◆ **REQUIREMENT**: Your copy of the data below must be exact and must leave out all pictures.

◆ **MATERIAL PROVIDED**:
--

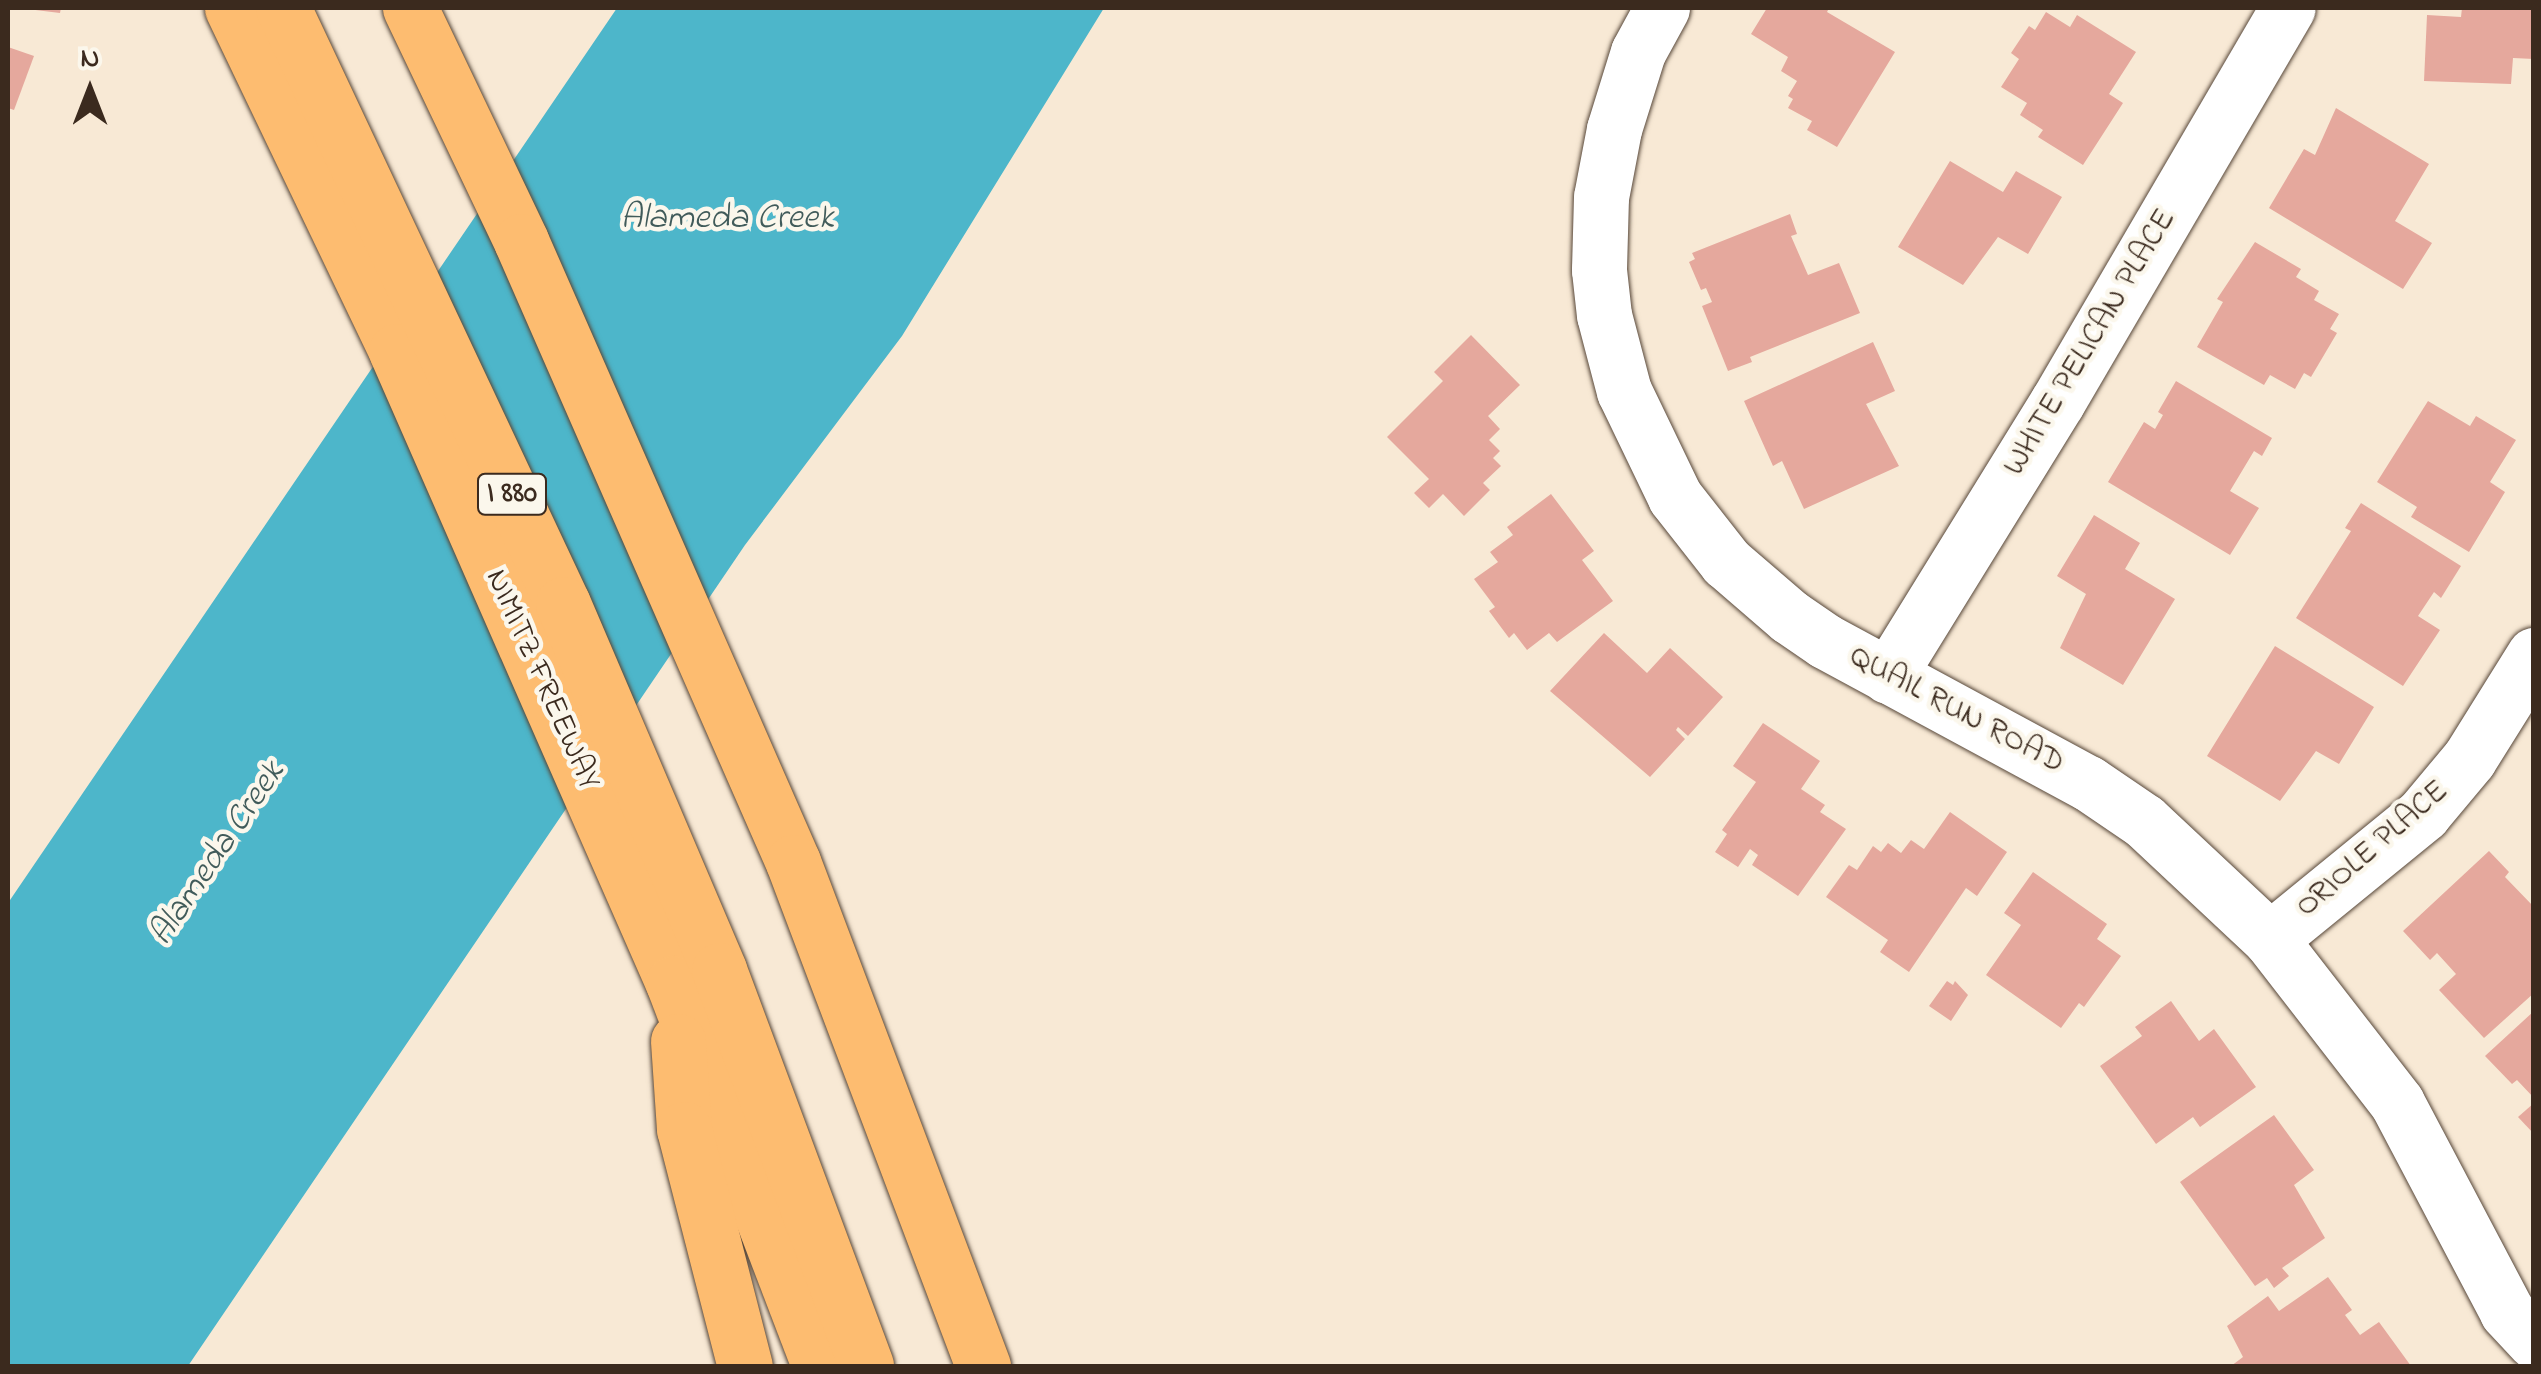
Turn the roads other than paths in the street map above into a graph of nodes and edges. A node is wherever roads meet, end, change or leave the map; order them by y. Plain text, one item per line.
1 (410, 8) edge
2 (1662, 8) edge
3 (2288, 8) edge
4 (264, 21) edge
5 (2534, 655) edge
6 (1888, 676) junction
7 (2270, 939) junction
8 (696, 976) junction
9 (2534, 1341) edge
10 (744, 1366) edge
11 (819, 1366) edge
12 (866, 1366) edge
13 (984, 1366) edge

1 - 13 highway
2 - 6 street, QUAIL RUN ROAD
3 - 6 street, WHITE PELICAN PLACE
4 - 8 highway, NIMITZ FREEWAY / I 880
5 - 7 street, ORIOLE PLACE
6 - 7 street, QUAIL RUN ROAD
7 - 9 street, QUAIL RUN ROAD
8 - 10 highway
8 - 11 highway, NIMITZ FREEWAY / I 880
8 - 12 highway, I 880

--

◆ **ANSWER SPACE**:
Turn the roads other than paths in the street map above into a graph of nodes and edges. A node is wherever roads meet, end, change or leave the map; order them by y. Plain text, one item per line.
1 (410, 8) edge
2 (1662, 8) edge
3 (2288, 8) edge
4 (264, 21) edge
5 (2534, 655) edge
6 (1888, 676) junction
7 (2270, 939) junction
8 (696, 976) junction
9 (2534, 1341) edge
10 (744, 1366) edge
11 (819, 1366) edge
12 (866, 1366) edge
13 (984, 1366) edge

1 - 13 highway
2 - 6 street, QUAIL RUN ROAD
3 - 6 street, WHITE PELICAN PLACE
4 - 8 highway, NIMITZ FREEWAY / I 880
5 - 7 street, ORIOLE PLACE
6 - 7 street, QUAIL RUN ROAD
7 - 9 street, QUAIL RUN ROAD
8 - 10 highway
8 - 11 highway, NIMITZ FREEWAY / I 880
8 - 12 highway, I 880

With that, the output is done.